RECEPTION

 

‘If art is mostly a matter of individual self-definition, then the painter Lizzie Rowe is a rare and exemplary artist. Over the last couple of decades she has painted her way through a transgender transformation that leaves most of her contemporaries’ media-savvy play-acting look tentative and indulgent. Here Rowe’s tiny multiple drawings, collectively titled the Book of Dresses, are executed with such unashamed delicacy of the touch the effect borders on the devotional. At the same time, a series of paintings of mirrors draped with feminine paraphernalia reflects a more dark and uncertain sense of self-identity. Above all, Rowe impresses by sticking to her own distinctive creative direction.’


Robert Clark, The Guardian, 10th January 2008


‘There isn't a painter anywhere around quite like Lizzie Rowe. Combining the lush paintwork and moody atmospheric tonalities of Rembrandt with the sinuous graphic decadence of Beardsley, Rowe has created a body of work of rare personal resonance. Rowe doesn't make easy political references to sexual and gender role playing; this is an artist who has painted first his, now her way out of social stereotypes and achieved, through immense creative and personal struggle, the liberation of being a self created individual. So here Rowe's long-time fascination with dresses and lace, her domestic reveries of ritualised laundering and ironing, are transformed with an aura of otherworldly melancholy and yearning.’

Robert Clark The Guardian , June 17, 2006


‘One of the most skilled, sensitive and intriguing painters in the country… With immaculately balanced compositions worthy of Edward Hopper and a painterly sensuality reminiscent of the 19th-century romanticism of Gustav Courbet, this could be some of the most convincing realist self-portraiture around, precisely because the artist situates the facts of her life within a constantly uncertain aura of autobiographical vulnerability.’

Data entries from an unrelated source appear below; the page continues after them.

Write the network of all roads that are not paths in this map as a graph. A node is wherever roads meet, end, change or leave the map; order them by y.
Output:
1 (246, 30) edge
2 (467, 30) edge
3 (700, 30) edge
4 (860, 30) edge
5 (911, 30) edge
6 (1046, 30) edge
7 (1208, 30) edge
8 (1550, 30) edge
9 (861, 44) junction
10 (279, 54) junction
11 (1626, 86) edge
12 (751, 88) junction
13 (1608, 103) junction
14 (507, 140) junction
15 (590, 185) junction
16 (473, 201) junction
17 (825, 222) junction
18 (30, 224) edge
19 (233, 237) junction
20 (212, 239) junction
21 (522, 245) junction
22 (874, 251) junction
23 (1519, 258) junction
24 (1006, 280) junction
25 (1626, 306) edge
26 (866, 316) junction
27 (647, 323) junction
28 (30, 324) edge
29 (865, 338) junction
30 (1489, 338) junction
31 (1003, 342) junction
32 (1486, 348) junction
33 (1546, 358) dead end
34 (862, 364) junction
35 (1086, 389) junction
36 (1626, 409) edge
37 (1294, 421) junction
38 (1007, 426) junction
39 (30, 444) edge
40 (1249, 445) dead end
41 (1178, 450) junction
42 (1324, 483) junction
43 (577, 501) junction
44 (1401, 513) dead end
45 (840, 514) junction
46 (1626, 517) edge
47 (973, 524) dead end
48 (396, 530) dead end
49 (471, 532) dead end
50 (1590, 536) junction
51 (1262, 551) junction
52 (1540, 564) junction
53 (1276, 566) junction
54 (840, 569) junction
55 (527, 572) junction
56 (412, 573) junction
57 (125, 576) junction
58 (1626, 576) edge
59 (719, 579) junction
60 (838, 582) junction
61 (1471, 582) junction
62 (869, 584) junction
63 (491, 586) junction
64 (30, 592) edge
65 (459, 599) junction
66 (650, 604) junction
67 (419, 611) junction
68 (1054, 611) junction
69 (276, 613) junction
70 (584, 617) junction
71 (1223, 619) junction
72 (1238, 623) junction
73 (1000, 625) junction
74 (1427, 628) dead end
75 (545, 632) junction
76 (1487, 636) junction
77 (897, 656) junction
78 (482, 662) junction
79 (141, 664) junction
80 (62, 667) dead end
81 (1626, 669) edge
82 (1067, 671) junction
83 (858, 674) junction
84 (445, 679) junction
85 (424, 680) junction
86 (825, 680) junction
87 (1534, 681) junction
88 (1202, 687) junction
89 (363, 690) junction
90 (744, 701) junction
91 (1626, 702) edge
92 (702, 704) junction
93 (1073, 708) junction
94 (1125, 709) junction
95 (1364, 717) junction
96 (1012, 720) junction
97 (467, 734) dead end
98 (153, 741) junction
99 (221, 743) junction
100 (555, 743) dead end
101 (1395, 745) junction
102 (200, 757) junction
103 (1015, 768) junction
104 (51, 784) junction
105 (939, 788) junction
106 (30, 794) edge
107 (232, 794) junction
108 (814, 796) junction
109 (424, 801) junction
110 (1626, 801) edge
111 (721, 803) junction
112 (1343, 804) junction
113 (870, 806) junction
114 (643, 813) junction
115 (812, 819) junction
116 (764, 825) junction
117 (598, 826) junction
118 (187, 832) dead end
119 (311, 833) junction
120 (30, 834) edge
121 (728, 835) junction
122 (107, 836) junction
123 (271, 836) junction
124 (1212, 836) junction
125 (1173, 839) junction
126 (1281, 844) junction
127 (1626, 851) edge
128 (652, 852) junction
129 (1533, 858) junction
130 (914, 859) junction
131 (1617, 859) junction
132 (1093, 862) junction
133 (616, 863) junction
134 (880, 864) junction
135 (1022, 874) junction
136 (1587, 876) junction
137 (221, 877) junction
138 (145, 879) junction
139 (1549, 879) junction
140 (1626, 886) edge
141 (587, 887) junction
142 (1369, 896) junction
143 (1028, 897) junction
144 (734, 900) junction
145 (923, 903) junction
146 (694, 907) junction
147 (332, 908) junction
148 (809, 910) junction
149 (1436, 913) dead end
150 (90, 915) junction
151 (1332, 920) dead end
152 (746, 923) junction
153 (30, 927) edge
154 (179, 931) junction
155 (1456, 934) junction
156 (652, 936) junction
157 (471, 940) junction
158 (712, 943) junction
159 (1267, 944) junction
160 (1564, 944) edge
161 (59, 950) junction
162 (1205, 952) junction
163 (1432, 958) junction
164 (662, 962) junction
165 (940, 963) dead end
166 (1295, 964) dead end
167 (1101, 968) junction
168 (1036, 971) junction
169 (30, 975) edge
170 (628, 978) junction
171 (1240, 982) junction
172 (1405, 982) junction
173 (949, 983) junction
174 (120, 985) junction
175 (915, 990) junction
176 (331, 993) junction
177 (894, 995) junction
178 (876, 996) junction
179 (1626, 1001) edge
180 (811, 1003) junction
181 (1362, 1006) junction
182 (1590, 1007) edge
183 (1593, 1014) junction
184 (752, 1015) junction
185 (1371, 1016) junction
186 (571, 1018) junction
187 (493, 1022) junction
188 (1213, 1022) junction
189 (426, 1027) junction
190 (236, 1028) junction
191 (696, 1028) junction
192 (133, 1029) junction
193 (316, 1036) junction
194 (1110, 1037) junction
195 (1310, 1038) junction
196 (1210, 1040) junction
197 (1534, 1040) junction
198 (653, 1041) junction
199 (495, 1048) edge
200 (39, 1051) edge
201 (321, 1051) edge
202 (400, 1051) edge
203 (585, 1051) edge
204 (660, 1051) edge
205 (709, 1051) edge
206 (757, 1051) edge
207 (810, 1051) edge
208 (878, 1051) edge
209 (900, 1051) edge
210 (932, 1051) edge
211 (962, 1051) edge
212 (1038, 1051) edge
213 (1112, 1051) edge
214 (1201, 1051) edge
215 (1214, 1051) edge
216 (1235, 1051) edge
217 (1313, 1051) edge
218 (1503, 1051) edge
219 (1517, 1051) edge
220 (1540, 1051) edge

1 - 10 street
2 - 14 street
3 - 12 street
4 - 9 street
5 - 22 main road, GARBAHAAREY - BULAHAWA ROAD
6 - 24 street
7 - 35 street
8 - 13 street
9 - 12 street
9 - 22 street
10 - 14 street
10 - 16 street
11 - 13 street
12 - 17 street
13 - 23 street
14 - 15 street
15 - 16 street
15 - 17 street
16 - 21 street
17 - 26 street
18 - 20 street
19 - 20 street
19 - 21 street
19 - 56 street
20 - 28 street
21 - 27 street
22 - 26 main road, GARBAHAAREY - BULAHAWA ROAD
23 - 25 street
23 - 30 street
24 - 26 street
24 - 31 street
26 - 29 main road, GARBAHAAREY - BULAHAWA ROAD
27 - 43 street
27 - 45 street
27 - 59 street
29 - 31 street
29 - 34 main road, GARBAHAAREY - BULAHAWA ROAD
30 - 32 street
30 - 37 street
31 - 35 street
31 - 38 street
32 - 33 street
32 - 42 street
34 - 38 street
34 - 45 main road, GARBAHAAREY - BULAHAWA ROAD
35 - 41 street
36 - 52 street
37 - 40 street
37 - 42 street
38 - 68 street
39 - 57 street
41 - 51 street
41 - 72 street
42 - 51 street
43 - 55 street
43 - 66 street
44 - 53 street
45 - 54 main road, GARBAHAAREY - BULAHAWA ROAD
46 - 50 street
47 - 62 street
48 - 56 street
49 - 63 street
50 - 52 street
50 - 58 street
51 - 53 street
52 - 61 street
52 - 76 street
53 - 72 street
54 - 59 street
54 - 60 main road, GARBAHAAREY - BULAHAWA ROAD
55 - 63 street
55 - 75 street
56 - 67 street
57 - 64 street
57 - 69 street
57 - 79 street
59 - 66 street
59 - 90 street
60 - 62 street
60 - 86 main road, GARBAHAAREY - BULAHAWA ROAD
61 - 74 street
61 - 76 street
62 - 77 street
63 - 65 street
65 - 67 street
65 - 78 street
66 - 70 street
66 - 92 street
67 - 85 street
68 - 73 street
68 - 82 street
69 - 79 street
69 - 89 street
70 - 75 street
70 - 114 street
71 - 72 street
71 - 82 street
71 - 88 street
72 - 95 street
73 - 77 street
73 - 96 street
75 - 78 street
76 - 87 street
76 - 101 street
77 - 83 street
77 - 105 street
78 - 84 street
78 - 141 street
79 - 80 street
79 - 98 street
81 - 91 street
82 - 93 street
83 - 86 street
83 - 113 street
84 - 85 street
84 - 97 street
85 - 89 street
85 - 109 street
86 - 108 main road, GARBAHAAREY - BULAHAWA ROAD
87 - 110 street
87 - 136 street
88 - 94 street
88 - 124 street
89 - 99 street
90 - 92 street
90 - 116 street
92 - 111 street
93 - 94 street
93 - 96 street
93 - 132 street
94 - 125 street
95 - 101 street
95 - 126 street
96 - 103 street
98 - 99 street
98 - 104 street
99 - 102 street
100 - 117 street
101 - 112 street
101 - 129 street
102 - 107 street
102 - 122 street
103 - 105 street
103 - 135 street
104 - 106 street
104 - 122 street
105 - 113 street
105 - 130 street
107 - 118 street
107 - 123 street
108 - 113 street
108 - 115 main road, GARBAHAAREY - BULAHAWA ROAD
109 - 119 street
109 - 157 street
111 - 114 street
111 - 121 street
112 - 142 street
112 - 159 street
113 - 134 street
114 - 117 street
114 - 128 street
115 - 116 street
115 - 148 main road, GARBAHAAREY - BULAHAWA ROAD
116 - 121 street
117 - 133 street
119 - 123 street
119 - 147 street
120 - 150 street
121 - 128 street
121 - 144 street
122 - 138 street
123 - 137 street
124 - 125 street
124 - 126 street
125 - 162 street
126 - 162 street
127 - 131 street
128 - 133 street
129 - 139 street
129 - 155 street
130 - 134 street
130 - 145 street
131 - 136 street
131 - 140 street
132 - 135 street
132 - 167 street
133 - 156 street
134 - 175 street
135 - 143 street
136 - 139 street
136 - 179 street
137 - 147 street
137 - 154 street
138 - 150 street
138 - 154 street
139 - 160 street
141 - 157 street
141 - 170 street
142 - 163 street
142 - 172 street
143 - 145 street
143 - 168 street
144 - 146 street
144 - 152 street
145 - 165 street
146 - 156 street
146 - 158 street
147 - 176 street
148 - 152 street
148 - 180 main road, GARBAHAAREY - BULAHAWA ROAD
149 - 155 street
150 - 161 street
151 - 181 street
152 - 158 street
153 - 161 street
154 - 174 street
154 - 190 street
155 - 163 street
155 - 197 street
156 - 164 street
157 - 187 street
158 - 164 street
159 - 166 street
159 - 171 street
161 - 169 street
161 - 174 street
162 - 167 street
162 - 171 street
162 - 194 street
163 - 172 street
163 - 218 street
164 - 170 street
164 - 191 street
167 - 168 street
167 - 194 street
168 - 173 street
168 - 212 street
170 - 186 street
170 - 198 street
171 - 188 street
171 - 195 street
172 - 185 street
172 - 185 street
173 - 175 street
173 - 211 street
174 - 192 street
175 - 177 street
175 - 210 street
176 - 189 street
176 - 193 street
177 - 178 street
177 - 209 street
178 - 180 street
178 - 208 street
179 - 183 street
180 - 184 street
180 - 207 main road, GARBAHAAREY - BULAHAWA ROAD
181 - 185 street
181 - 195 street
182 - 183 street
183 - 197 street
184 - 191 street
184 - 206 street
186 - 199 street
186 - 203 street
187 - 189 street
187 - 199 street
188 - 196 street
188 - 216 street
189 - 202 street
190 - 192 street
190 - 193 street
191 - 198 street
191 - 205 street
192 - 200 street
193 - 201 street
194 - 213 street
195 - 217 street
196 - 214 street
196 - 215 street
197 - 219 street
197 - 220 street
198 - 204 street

Robert Clark, The Guardian, 9th June 2004


‘A self portrait by a controversial sex change artist should never be shown in ‘traditional’ Hartlepool, a politician has stormed. The town would be shocked to see the masterpiece produced by Lizzie Rowe… Tory parliamentary candidate Graham Robb… has joined Tory MPs… in condemning the Cleveland painting. ‘I am alarmed. This is outrageous extravagance beyond belief,’ he said. ‘It should never be exhibited in Hartlepool, it is not the kind of thing we want in Hartlepool where we are very traditional in our values.’ Mr Robb’s Labour counterpart, Peter Mandelson, has jumped to defend art in the issue and branded criticism as ‘pathetic clamour.’ ‘It’s totally hypocritical, art should be judged on its merits, not on the political prejudices of local Tories,’ he said.’


Carol Malia, Hartlepool Mail, 13th July 1991


‘There are two rooms filled with extraordinary self portraits… exceptionally powerful and curiously refined explorations of the psyche. Here is an outstanding talent.’


Marina Vaizey, Sunday Times, 20th May 1990


‘One of the most intriguing installations is by a transsexual Newcastle artist named Liz Rowe. She presents a series of meticulously detailed and self-consciously feminine portraits and domestic genre paintings and drawings full of scrambled gender messages.’


Eleanor Heartney, Art in America, October 1990


‘Rowe uses painting openly to display his own heterosexual transvestism. Rather than doubting or disguising his fascinations, he bravely extends and elaborates them in his work, as Genet does… The oil paint thickened with was is moulded to pick out telling details, a ribbon bow… a roll-up fag… reminiscent of the discarded beads and comb beneath the entwined figures in Courbet’s Sleepers. The broderie anglaise of the dress seems as illuminated from within as the clothes of Rembrandt’s Jewish Bride. It is this level of mastery, together with the vulnerability of the subjects that gives the work its strength.’


Robert Clark, The Guardian, 2nd May 1988


‘Rowe obviously delights in pitting himself against the artists he admires – Velasquez, Goya and Manet. But it would be a mistake to think that he only involves himself with the Twentieth Century through direct reference to contemporary household objects. These pictures are rooted in the Twentieth Century, and in many ways the image-ground structure on Hinterland owes as much to John Walker’s Alba as it does to Goya.’


John Devane, Arts Review, 6th May 1988


‘There are obvious differences between being part of a fashion (like skins or punks) and being a freelancer. Society is always satisfied (even if it does not approve) with the explanation – it’s a fashion – what really offends is apparent uniqueness… there is just the hint that with Rowe we have a traveller in what is still perceived, understood and mostly accepted (even by Guardian reading men) as a woman’s world. It is this perspective, together with Rowe’s craftsman-like renderings, that I find so intriguing.’